-- MATERIAL TO PROCESS follows --

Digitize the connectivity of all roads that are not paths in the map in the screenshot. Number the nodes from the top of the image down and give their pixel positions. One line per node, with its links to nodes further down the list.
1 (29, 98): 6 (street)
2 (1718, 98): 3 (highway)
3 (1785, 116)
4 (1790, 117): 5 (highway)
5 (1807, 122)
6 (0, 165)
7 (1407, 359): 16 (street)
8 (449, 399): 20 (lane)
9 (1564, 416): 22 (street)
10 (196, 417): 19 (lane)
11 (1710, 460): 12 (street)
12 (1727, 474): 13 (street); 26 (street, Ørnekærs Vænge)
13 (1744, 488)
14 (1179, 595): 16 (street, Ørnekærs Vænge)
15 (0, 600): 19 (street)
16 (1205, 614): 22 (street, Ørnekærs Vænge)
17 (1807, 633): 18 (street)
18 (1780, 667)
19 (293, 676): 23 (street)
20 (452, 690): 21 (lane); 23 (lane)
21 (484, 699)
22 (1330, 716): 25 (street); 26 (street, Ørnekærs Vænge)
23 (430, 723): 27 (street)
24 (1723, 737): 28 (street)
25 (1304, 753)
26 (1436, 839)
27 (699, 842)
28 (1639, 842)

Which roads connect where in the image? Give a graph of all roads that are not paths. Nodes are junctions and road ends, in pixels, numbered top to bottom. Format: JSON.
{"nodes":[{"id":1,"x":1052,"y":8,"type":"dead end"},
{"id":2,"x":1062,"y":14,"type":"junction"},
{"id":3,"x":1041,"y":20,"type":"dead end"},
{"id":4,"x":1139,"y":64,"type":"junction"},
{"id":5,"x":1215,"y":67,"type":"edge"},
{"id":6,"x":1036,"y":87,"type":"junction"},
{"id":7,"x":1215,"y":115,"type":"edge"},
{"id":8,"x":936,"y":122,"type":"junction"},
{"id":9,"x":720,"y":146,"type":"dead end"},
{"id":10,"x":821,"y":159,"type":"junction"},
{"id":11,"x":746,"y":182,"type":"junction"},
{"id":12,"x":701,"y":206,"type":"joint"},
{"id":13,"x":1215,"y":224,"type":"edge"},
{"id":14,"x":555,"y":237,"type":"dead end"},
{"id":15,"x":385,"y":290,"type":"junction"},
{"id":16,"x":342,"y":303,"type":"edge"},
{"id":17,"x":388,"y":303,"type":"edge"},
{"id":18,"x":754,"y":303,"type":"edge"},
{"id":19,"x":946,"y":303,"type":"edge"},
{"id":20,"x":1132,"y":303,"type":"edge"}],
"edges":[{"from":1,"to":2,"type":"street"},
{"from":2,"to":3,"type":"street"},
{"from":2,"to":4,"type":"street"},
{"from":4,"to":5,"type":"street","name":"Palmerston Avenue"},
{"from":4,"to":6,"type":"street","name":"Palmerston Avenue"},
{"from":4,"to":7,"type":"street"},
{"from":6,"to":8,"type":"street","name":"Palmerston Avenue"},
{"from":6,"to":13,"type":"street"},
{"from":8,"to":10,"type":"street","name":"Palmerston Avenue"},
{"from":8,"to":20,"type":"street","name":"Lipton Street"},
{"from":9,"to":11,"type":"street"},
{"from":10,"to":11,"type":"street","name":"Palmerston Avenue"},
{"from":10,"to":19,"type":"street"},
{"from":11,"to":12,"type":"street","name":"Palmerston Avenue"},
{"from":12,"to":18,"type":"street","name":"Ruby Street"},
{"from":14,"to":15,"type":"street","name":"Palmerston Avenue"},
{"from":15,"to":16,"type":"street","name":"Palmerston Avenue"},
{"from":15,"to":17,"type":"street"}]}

-- MATERIAL TO PROCESS concluded --

_WHAT IS BEING ASKED_
The data above must be repeated in its entirety, exactly as given.

_ANSWER AREA_
Digitize the connectivity of all roads that are not paths in the map in the screenshot. Number the nodes from the top of the image down and give their pixel positions. One line per node, with its links to nodes further down the list.
1 (29, 98): 6 (street)
2 (1718, 98): 3 (highway)
3 (1785, 116)
4 (1790, 117): 5 (highway)
5 (1807, 122)
6 (0, 165)
7 (1407, 359): 16 (street)
8 (449, 399): 20 (lane)
9 (1564, 416): 22 (street)
10 (196, 417): 19 (lane)
11 (1710, 460): 12 (street)
12 (1727, 474): 13 (street); 26 (street, Ørnekærs Vænge)
13 (1744, 488)
14 (1179, 595): 16 (street, Ørnekærs Vænge)
15 (0, 600): 19 (street)
16 (1205, 614): 22 (street, Ørnekærs Vænge)
17 (1807, 633): 18 (street)
18 (1780, 667)
19 (293, 676): 23 (street)
20 (452, 690): 21 (lane); 23 (lane)
21 (484, 699)
22 (1330, 716): 25 (street); 26 (street, Ørnekærs Vænge)
23 (430, 723): 27 (street)
24 (1723, 737): 28 (street)
25 (1304, 753)
26 (1436, 839)
27 (699, 842)
28 (1639, 842)

Which roads connect where in the image? Give a graph of all roads that are not paths. Nodes are junctions and road ends, in pixels, numbered top to bottom. Format: JSON.
{"nodes":[{"id":1,"x":1052,"y":8,"type":"dead end"},
{"id":2,"x":1062,"y":14,"type":"junction"},
{"id":3,"x":1041,"y":20,"type":"dead end"},
{"id":4,"x":1139,"y":64,"type":"junction"},
{"id":5,"x":1215,"y":67,"type":"edge"},
{"id":6,"x":1036,"y":87,"type":"junction"},
{"id":7,"x":1215,"y":115,"type":"edge"},
{"id":8,"x":936,"y":122,"type":"junction"},
{"id":9,"x":720,"y":146,"type":"dead end"},
{"id":10,"x":821,"y":159,"type":"junction"},
{"id":11,"x":746,"y":182,"type":"junction"},
{"id":12,"x":701,"y":206,"type":"joint"},
{"id":13,"x":1215,"y":224,"type":"edge"},
{"id":14,"x":555,"y":237,"type":"dead end"},
{"id":15,"x":385,"y":290,"type":"junction"},
{"id":16,"x":342,"y":303,"type":"edge"},
{"id":17,"x":388,"y":303,"type":"edge"},
{"id":18,"x":754,"y":303,"type":"edge"},
{"id":19,"x":946,"y":303,"type":"edge"},
{"id":20,"x":1132,"y":303,"type":"edge"}],
"edges":[{"from":1,"to":2,"type":"street"},
{"from":2,"to":3,"type":"street"},
{"from":2,"to":4,"type":"street"},
{"from":4,"to":5,"type":"street","name":"Palmerston Avenue"},
{"from":4,"to":6,"type":"street","name":"Palmerston Avenue"},
{"from":4,"to":7,"type":"street"},
{"from":6,"to":8,"type":"street","name":"Palmerston Avenue"},
{"from":6,"to":13,"type":"street"},
{"from":8,"to":10,"type":"street","name":"Palmerston Avenue"},
{"from":8,"to":20,"type":"street","name":"Lipton Street"},
{"from":9,"to":11,"type":"street"},
{"from":10,"to":11,"type":"street","name":"Palmerston Avenue"},
{"from":10,"to":19,"type":"street"},
{"from":11,"to":12,"type":"street","name":"Palmerston Avenue"},
{"from":12,"to":18,"type":"street","name":"Ruby Street"},
{"from":14,"to":15,"type":"street","name":"Palmerston Avenue"},
{"from":15,"to":16,"type":"street","name":"Palmerston Avenue"},
{"from":15,"to":17,"type":"street"}]}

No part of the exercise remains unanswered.